Working from the listing below, pick each line containing the word "Brampton" and copy it.

**Records provided**
****
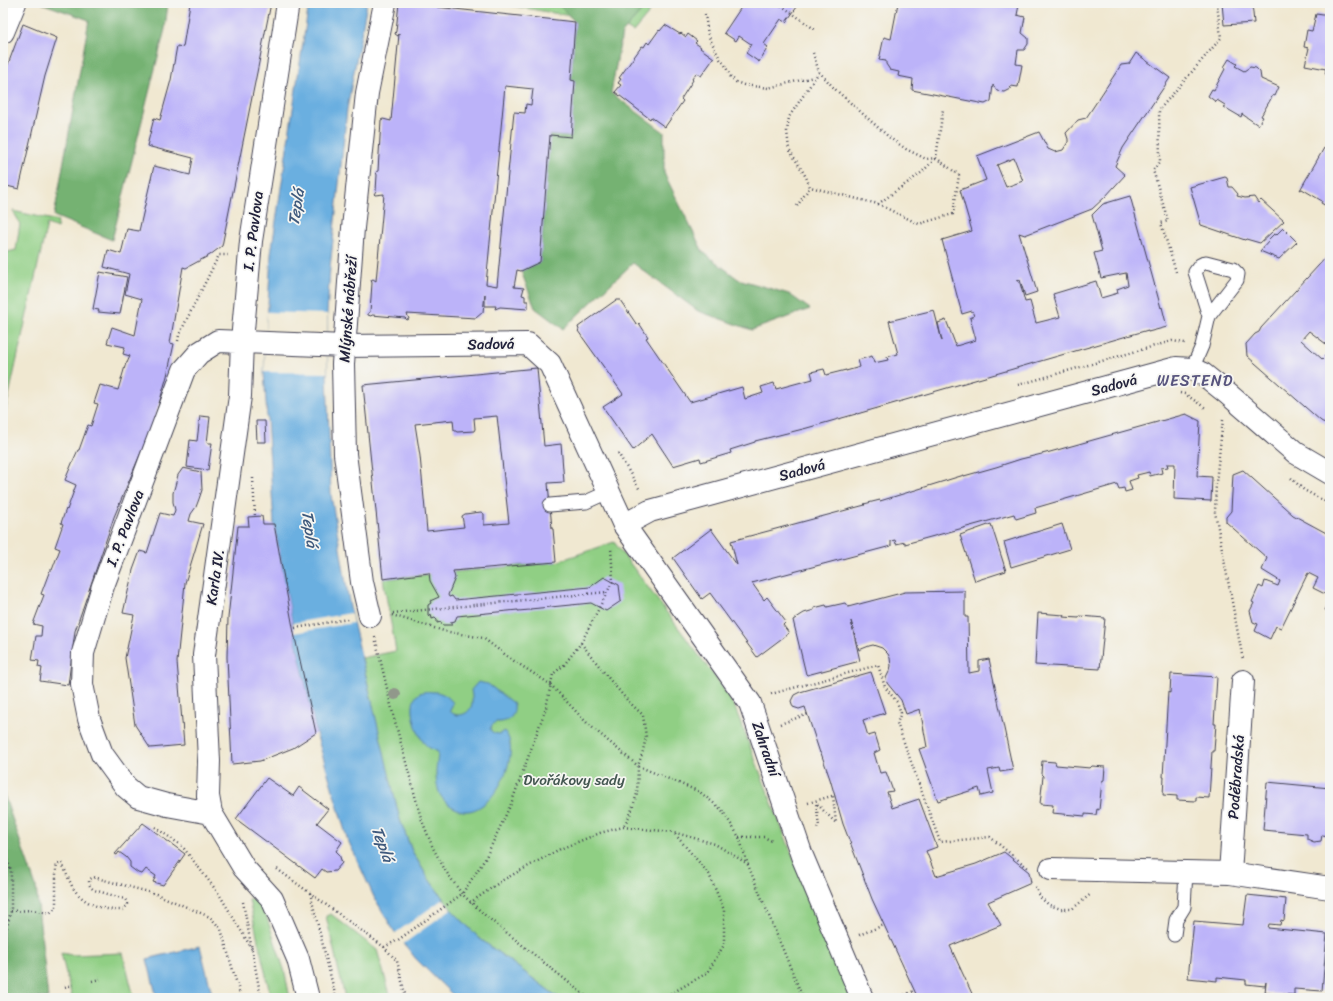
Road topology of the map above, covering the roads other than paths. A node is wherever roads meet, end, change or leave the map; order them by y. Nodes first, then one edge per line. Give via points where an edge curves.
1 (15, 3) edge
2 (288, 3) edge
3 (385, 3) edge
4 (3, 32) edge
5 (1209, 316) dead end
6 (242, 341) junction
7 (336, 345) junction
8 (1192, 369) junction
9 (1330, 473) edge
10 (608, 492) junction
11 (550, 505) dead end
12 (624, 526) junction
13 (369, 616) road end
14 (1243, 681) road end
15 (210, 813) junction
16 (1041, 869) road end
17 (1186, 872) junction
18 (1230, 873) junction
19 (1330, 888) edge
20 (1174, 935) dead end
21 (308, 998) edge
22 (862, 998) edge

1 - 4 street
2 - 6 street, I. P. Pavlova via 249,255
3 - 7 street, Mlýnské nábřeží via 367,93 353,228
5 - 8 lane via 1202,346
6 - 7 street, Sadová
6 - 15 street, Karla IV. via 240,396 204,655
6 - 15 street, I. P. Pavlova via 218,341 199,353 184,370 103,586 83,653 82,684 89,719 102,754 126,787 138,797
7 - 10 street, Sadová via 528,344 550,364
7 - 13 street, Mlýnské nábřeží via 344,364 345,454
8 - 9 street via 1203,374 1228,394 1296,453
8 - 12 street, Sadová via 1176,368 650,511
10 - 11 lane via 586,502
10 - 12 street, Sadová
12 - 22 street, Zahradní via 750,702 802,856
14 - 18 street, Poděbradská
15 - 21 street via 244,868 272,899 298,959
16 - 17 street
17 - 18 street
17 - 20 lane via 1184,907 1176,920
18 - 19 street

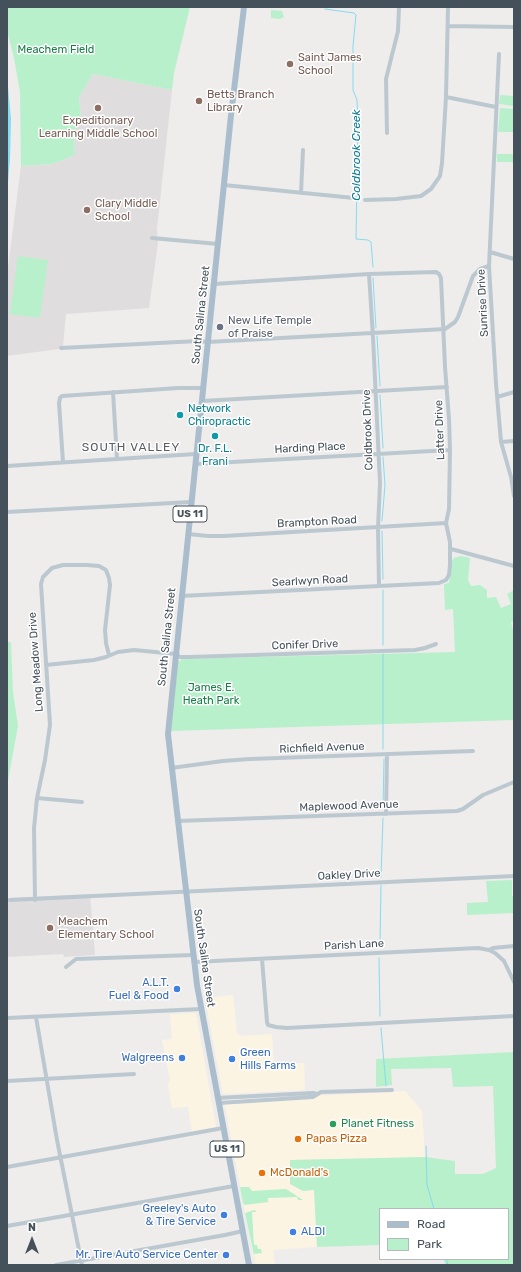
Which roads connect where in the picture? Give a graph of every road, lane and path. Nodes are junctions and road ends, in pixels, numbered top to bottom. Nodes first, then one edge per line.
1 (244, 7) edge
2 (399, 7) edge
3 (448, 7) edge
4 (448, 26) junction
5 (514, 28) edge
6 (500, 54) dead end
7 (446, 97) junction
8 (496, 107) junction
9 (387, 134) dead end
10 (303, 150) dead end
11 (224, 185) junction
12 (301, 193) junction
13 (354, 198) dead end
14 (365, 200) dead end
15 (152, 238) dead end
16 (218, 244) junction
17 (490, 252) junction
18 (514, 259) edge
19 (489, 266) junction
20 (368, 274) junction
21 (214, 284) junction
22 (444, 329) junction
23 (373, 333) junction
24 (208, 342) junction
25 (61, 348) dead end
26 (447, 387) junction
27 (204, 388) junction
28 (113, 392) junction
29 (376, 392) junction
30 (514, 392) edge
31 (497, 397) junction
32 (202, 401) junction
33 (514, 441) edge
34 (501, 442) junction
35 (450, 450) junction
36 (378, 453) junction
37 (196, 454) junction
38 (117, 459) junction
39 (63, 462) junction
40 (196, 464) junction
41 (7, 466) edge
42 (514, 496) edge
43 (191, 502) junction
44 (7, 512) edge
45 (446, 523) junction
46 (378, 528) junction
47 (188, 534) junction
48 (451, 549) junction
49 (514, 566) edge
50 (439, 583) joint
51 (379, 586) junction
52 (182, 596) junction
53 (436, 644) dead end
54 (176, 654) junction
55 (109, 655) junction
56 (46, 664) junction
57 (473, 751) dead end
58 (387, 754) junction
59 (171, 768) junction
60 (514, 782) edge
61 (37, 798) junction
62 (82, 802) dead end
63 (386, 814) junction
64 (177, 821) junction
65 (514, 876) edge
66 (186, 892) junction
67 (10, 900) dead end
68 (35, 900) junction
69 (514, 946) edge
70 (489, 950) junction
71 (193, 954) junction
72 (262, 959) junction
73 (194, 962) junction
74 (66, 967) dead end
75 (514, 982) edge
76 (201, 1009) junction
77 (514, 1016) edge
78 (36, 1017) junction
79 (7, 1018) edge
80 (134, 1074) dead end
81 (46, 1079) junction
82 (7, 1081) edge
83 (392, 1090) dead end
84 (218, 1101) junction
85 (223, 1128) junction
86 (61, 1158) junction
87 (7, 1168) edge
88 (234, 1186) junction
89 (72, 1215) junction
90 (7, 1226) edge
91 (243, 1230) junction
92 (81, 1263) edge
93 (56, 1265) edge
94 (249, 1265) edge

1 - 11 main road, South Salina Street / US 11
2 - 9 street
3 - 4 street
4 - 5 street
4 - 7 street
6 - 8 street, Sunrise Drive
7 - 8 street
7 - 14 street
8 - 17 street, Sunrise Drive
10 - 12 street
11 - 12 street
11 - 16 main road, South Salina Street / US 11
12 - 13 street
15 - 16 street
16 - 21 main road, South Salina Street / US 11
17 - 18 street
17 - 19 street, Sunrise Drive
19 - 22 street
19 - 31 street, Sunrise Drive
20 - 21 street
20 - 22 street, Latter Drive
20 - 23 street, Coldbrook Drive
21 - 24 main road, South Salina Street / US 11
22 - 23 street
22 - 26 street, Latter Drive
23 - 24 street
23 - 29 street, Coldbrook Drive
24 - 25 street
24 - 27 main road, South Salina Street / US 11
26 - 29 street
26 - 35 street, Latter Drive
27 - 28 street
27 - 32 main road, South Salina Street / US 11
28 - 38 street
28 - 39 street
29 - 32 street
29 - 36 street, Coldbrook Drive
30 - 31 street
31 - 34 street, Sunrise Drive
32 - 37 main road, South Salina Street / US 11
33 - 34 street
34 - 42 street, Sunrise Drive
35 - 36 street, Harding Place
35 - 45 street, Latter Drive
36 - 40 street, Harding Place
36 - 46 street, Coldbrook Drive
37 - 38 street
37 - 40 main road, South Salina Street / US 11
38 - 39 street
39 - 41 street
40 - 43 main road, South Salina Street / US 11
43 - 44 street
43 - 47 main road, South Salina Street / US 11
45 - 46 street, Brampton Road
45 - 48 street, Latter Drive
46 - 47 street, Brampton Road
46 - 51 street, Coldbrook Drive
47 - 52 main road, South Salina Street / US 11
48 - 49 street
48 - 50 street, Latter Drive
50 - 51 street, Searlwyn Road
51 - 52 street, Searlwyn Road
52 - 54 main road, South Salina Street / US 11
53 - 54 street, Conifer Drive
54 - 55 street, Conifer Drive
54 - 59 main road, South Salina Street / US 11
55 - 56 street, Conifer Drive
55 - 56 street, Long Meadow Drive
56 - 61 street, Long Meadow Drive
57 - 58 street, Richfield Avenue
58 - 59 street, Richfield Avenue
58 - 63 street
59 - 64 main road, South Salina Street / US 11
60 - 63 street, Maplewood Avenue
61 - 62 street
61 - 68 street, Long Meadow Drive
63 - 64 street, Maplewood Avenue
64 - 66 main road, South Salina Street / US 11
65 - 66 street, Oakley Drive
66 - 68 street, Oakley Drive
66 - 71 main road, South Salina Street / US 11
67 - 68 street, Oakley Drive
69 - 70 street, Parish Lane
70 - 72 street, Parish Lane
70 - 75 street
71 - 73 main road, South Salina Street / US 11
71 - 74 street
72 - 73 street, Parish Lane
72 - 77 street
73 - 76 main road, South Salina Street / US 11
76 - 78 street
76 - 84 main road, South Salina Street / US 11
78 - 79 street
78 - 81 street
80 - 81 street
81 - 82 street
81 - 86 street
83 - 84 street
84 - 85 main road, South Salina Street / US 11
85 - 86 street
85 - 88 main road, South Salina Street / US 11
86 - 87 street
86 - 89 street
88 - 89 street
88 - 91 main road, South Salina Street / US 11
89 - 90 street
89 - 92 street
91 - 92 street
91 - 94 main road, South Salina Street / US 11
92 - 93 street

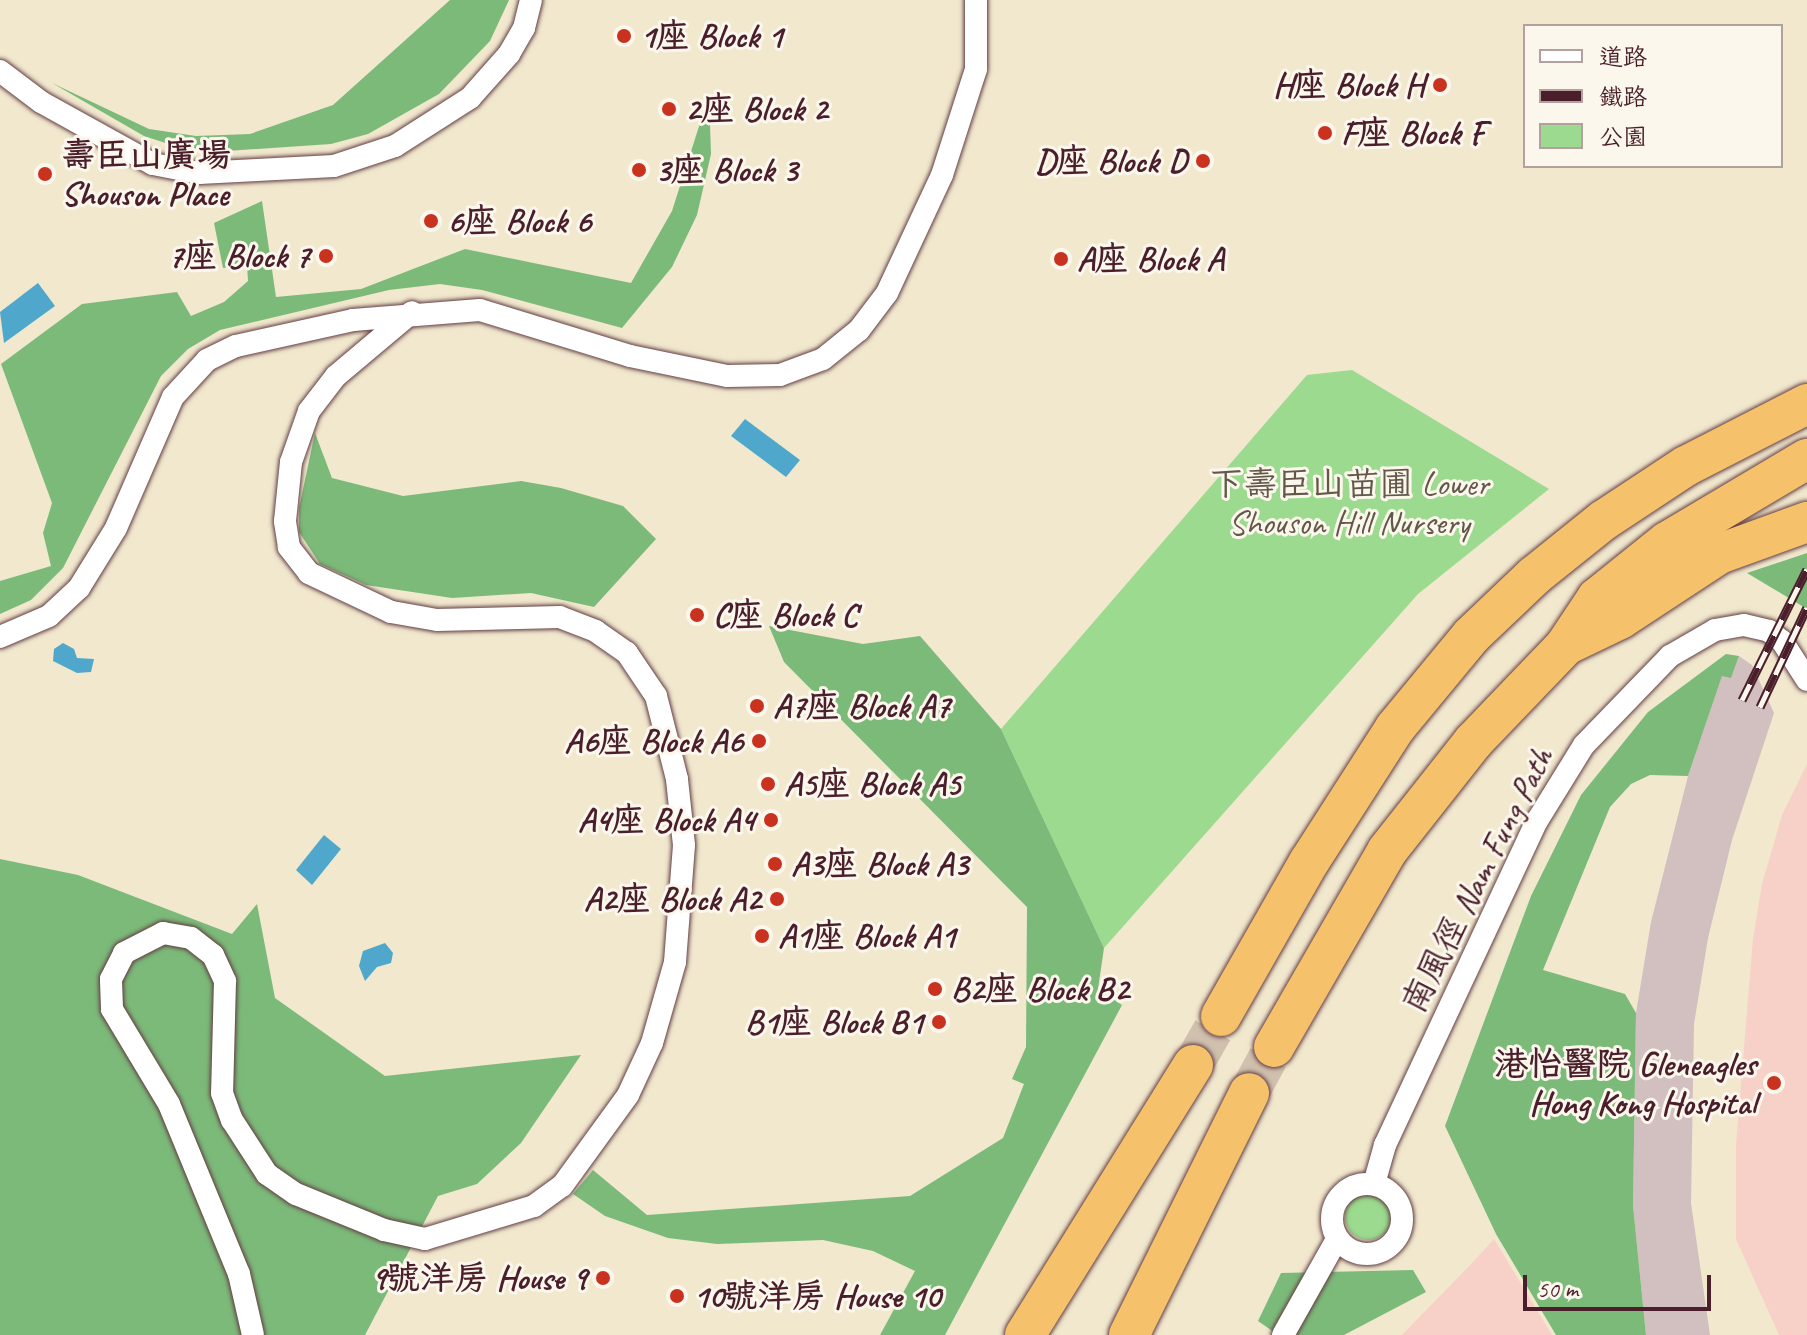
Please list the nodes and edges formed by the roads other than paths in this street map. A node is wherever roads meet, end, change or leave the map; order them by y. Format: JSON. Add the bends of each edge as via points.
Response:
{"nodes":[{"id":1,"x":531,"y":0,"type":"edge"},
{"id":2,"x":976,"y":0,"type":"edge"},
{"id":3,"x":0,"y":71,"type":"edge"},
{"id":4,"x":412,"y":312,"type":"junction"},
{"id":5,"x":1807,"y":404,"type":"edge"},
{"id":6,"x":1807,"y":459,"type":"edge"},
{"id":7,"x":1807,"y":522,"type":"edge"},
{"id":8,"x":0,"y":637,"type":"edge"},
{"id":9,"x":1565,"y":646,"type":"junction"},
{"id":10,"x":1807,"y":680,"type":"edge"},
{"id":11,"x":1221,"y":1016,"type":"tunnel mouth"},
{"id":12,"x":1274,"y":1047,"type":"tunnel mouth"},
{"id":13,"x":1193,"y":1065,"type":"tunnel mouth"},
{"id":14,"x":1249,"y":1093,"type":"tunnel mouth"},
{"id":15,"x":1374,"y":1184,"type":"junction"},
{"id":16,"x":1337,"y":1239,"type":"junction"},
{"id":17,"x":253,"y":1335,"type":"edge"},
{"id":18,"x":1025,"y":1335,"type":"edge"},
{"id":19,"x":1129,"y":1335,"type":"edge"},
{"id":20,"x":1283,"y":1335,"type":"edge"}],
"edges":[{"from":1,"to":3,"type":"street","via":[[524,28],[509,54],[470,98],[395,146],[334,166],[199,173],[153,164],[41,102]]},
{"from":2,"to":4,"type":"street","via":[[976,69],[942,175],[887,293],[859,330],[823,359],[780,375],[727,376],[630,356],[480,310]]},
{"from":4,"to":8,"type":"street","via":[[267,337],[207,360],[173,397],[116,528],[79,588],[49,616]]},
{"from":4,"to":17,"type":"street","via":[[336,376],[309,411],[291,462],[285,521],[289,547],[309,573],[380,608],[437,620],[560,617],[596,631],[627,653],[656,696],[677,779],[684,845],[675,962],[652,1043],[628,1095],[562,1186],[534,1206],[425,1239],[384,1230],[296,1194],[267,1174],[232,1120],[222,1093],[225,981],[213,955],[191,938],[163,933],[124,953],[111,979],[112,1009],[169,1104],[239,1274]]},
{"from":5,"to":11,"type":"highway","via":[[1686,466],[1604,520],[1471,636],[1386,741]]},
{"from":6,"to":9,"type":"highway","via":[[1644,558],[1597,598]]},
{"from":7,"to":9,"type":"highway","via":[[1719,554],[1620,619]]},
{"from":9,"to":12,"type":"highway","via":[[1473,742],[1387,851]]},
{"from":10,"to":15,"type":"street","name":"南風徑 Nam Fung Path","via":[[1782,641],[1769,631],[1744,625],[1715,630],[1670,656],[1584,745],[1537,821],[1385,1145]]},
{"from":13,"to":18,"type":"highway"},
{"from":14,"to":19,"type":"highway"},
{"from":15,"to":16,"type":"street","via":[[1341,1195],[1331,1216]]},
{"from":15,"to":16,"type":"street","via":[[1399,1204],[1398,1237],[1368,1254],[1356,1253]]},
{"from":16,"to":20,"type":"street"}]}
****
**Task output**
45 - 46 street, Brampton Road
46 - 47 street, Brampton Road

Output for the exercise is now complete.